→ **EXERCISE AIM**
Which lines of the data contain the string "street"? Show each of them.

→ **DATA RECORDS**
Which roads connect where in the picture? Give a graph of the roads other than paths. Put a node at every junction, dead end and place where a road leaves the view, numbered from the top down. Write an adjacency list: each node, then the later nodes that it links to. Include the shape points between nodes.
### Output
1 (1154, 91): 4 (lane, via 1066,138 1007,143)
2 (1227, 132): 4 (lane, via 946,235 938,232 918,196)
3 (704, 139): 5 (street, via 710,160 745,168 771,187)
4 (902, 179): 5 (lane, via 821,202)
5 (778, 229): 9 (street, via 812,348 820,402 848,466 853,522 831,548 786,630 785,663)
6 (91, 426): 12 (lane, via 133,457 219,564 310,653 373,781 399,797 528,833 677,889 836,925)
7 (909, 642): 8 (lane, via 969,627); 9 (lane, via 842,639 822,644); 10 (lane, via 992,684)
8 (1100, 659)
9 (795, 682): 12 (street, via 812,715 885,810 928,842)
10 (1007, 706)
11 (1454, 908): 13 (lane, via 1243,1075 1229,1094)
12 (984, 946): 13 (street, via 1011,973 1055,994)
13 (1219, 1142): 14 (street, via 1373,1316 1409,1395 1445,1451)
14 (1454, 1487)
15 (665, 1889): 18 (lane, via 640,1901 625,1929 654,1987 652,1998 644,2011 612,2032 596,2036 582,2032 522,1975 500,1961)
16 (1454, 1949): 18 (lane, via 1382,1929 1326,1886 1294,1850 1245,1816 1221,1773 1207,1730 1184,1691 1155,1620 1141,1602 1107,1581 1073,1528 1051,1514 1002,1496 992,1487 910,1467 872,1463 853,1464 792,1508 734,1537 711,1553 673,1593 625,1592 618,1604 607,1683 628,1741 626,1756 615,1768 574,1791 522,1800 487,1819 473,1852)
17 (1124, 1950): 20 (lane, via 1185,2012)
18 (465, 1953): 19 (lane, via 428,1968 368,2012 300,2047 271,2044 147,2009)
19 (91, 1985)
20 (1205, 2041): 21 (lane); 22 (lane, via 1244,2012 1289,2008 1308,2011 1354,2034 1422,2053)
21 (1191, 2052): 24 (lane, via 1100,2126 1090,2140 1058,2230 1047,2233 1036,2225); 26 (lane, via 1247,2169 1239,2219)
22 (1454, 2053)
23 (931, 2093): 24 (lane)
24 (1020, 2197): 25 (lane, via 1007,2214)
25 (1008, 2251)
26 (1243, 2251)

→ **EXPECTED ANSWER**
3 (704, 139): 5 (street, via 710,160 745,168 771,187)
5 (778, 229): 9 (street, via 812,348 820,402 848,466 853,522 831,548 786,630 785,663)
9 (795, 682): 12 (street, via 812,715 885,810 928,842)
12 (984, 946): 13 (street, via 1011,973 1055,994)
13 (1219, 1142): 14 (street, via 1373,1316 1409,1395 1445,1451)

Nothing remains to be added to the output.